J’attends Kaminski. Bien qu’il soit à la dérive, il a su profiter de l’urgence de ma situation pour négocier favorablement. Il est cher et économiquement, je suis au fond du puits, mais j’aime bien ce type, il est solide. Je n’ai pas pu tenir bien longtemps la fiction d’un roman à écrire. Je lui ai raconté l’histoire vraie, ce qui a pas mal simplifié nos rapports dans le travail.

Il a lu tranquillement mes fiches « otages », que je trouve si plates, et il a vu mon inquiétude.

— Si vous lisiez votre propre fiche, m’a-t-il dit, elle ressemblerait à ça.
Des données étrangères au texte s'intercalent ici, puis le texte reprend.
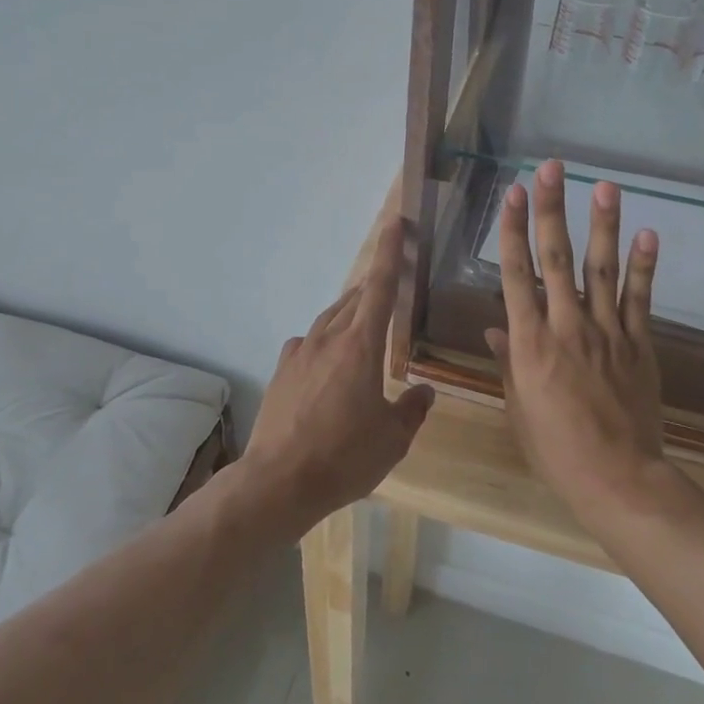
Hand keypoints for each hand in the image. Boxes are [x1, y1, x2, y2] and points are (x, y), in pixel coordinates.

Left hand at [239, 218, 434, 535]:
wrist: (278, 481)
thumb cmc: (344, 457)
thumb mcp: (392, 439)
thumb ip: (412, 410)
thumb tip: (425, 392)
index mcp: (362, 346)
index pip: (381, 287)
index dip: (390, 253)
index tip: (395, 223)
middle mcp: (329, 338)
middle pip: (355, 299)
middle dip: (374, 286)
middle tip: (391, 281)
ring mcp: (300, 352)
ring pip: (330, 318)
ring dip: (350, 313)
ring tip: (365, 323)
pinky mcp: (281, 370)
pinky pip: (308, 342)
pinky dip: (324, 341)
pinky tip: (328, 360)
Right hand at [484, 160, 670, 524]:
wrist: (617, 478)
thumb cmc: (555, 448)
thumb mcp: (519, 406)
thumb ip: (509, 361)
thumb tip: (498, 326)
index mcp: (530, 342)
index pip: (516, 274)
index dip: (512, 230)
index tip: (512, 194)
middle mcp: (566, 326)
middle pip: (555, 258)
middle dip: (552, 209)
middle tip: (552, 169)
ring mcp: (607, 332)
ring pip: (601, 269)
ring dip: (602, 224)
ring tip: (604, 185)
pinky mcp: (639, 345)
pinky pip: (641, 299)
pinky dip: (645, 266)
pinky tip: (648, 234)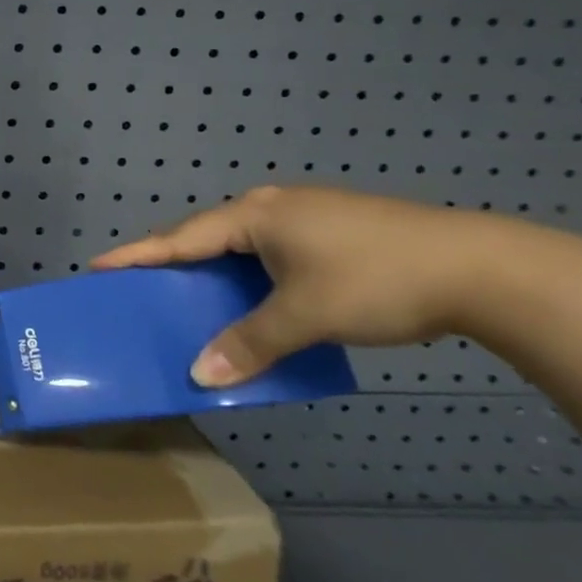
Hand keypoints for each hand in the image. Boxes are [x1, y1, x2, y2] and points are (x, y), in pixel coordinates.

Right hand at [91, 185, 494, 386]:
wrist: (482, 268)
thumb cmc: (377, 281)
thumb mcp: (306, 316)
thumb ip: (250, 343)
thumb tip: (201, 374)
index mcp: (255, 215)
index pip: (180, 237)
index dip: (138, 254)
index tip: (98, 265)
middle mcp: (272, 206)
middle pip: (207, 235)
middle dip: (174, 260)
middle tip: (144, 283)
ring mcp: (307, 215)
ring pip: (242, 244)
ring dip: (216, 270)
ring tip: (195, 294)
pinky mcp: (335, 229)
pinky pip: (272, 251)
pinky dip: (251, 274)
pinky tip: (258, 296)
Et pourtant, vous n’êtes pas n’importe quel chômeur : vous êtes en train de préparer une prise d’otages.

Je le savais déjà, mais en l’absence de Nicole, je n’ai plus personne pour me dire ces choses toutes bêtes que j’ai besoin d’entendre.

J’ai donc lu et relu les fiches. Comme le dit Kaminski, « on a beau préparer d’arrache-pied, à la fin, on est toujours contraint de s’en remettre à son intuition ».

Arithmétiquement, si je tiens compte des erreurs possibles dans la liste des otages que j’ai établie, mes chances de réussite sont seulement raisonnables, et loin d’être massives. Mais je table sur le fait que, même si je commets de grosses erreurs de préparation, aucun de mes concurrents ne sera aussi bien informé que moi sur la vie privée des otages.

Il suffirait que j’en mette à genoux deux ou trois pour faire la différence haut la main.

Et pour réussir ça, je dois disposer d’informations « percutantes ».

Je peux payer un complément d’enquête pour cinq personnes, pas plus.

Après d’immenses hésitations, j’ai retenu deux hommes (l’agrégé d’économie de quarante-cinq ans, Jean-Marc Guéneau, et le chargé de mission dans la cinquantaine, Paul Cousin) et deux femmes (Évelyne Camberlin, quarante-huit ans, chargée des audits de sécurité, et la responsable des grands comptes, Virginie Tràn, trente-quatre ans). À quoi j’ai ajouté ce David Fontana, que les mails de Bertrand Lacoste désignent comme l’organisateur.

Pour Paul Cousin, je n’ai pas eu l’ombre d’une hésitation : ses comptes en banque montrent que ses salaires ne sont versés ni sur son compte personnel ni sur son compte familial ! C’est un mystère. Sa femme dispose d’un compte qu’il alimente lui-même chaque mois. Il ne lui verse pas de grosses sommes, ça sent le couple dissocié. Ou, si le couple est stable, peut-être ne sait-elle rien de la situation réelle. Toujours est-il que le salaire de Cousin (et ça n’est pas rien, un chargé de mission dans la cinquantaine avec plus vingt ans de maison) ne figure nulle part : il est versé ailleurs, sur un compte qui n’est donc pas à son nom.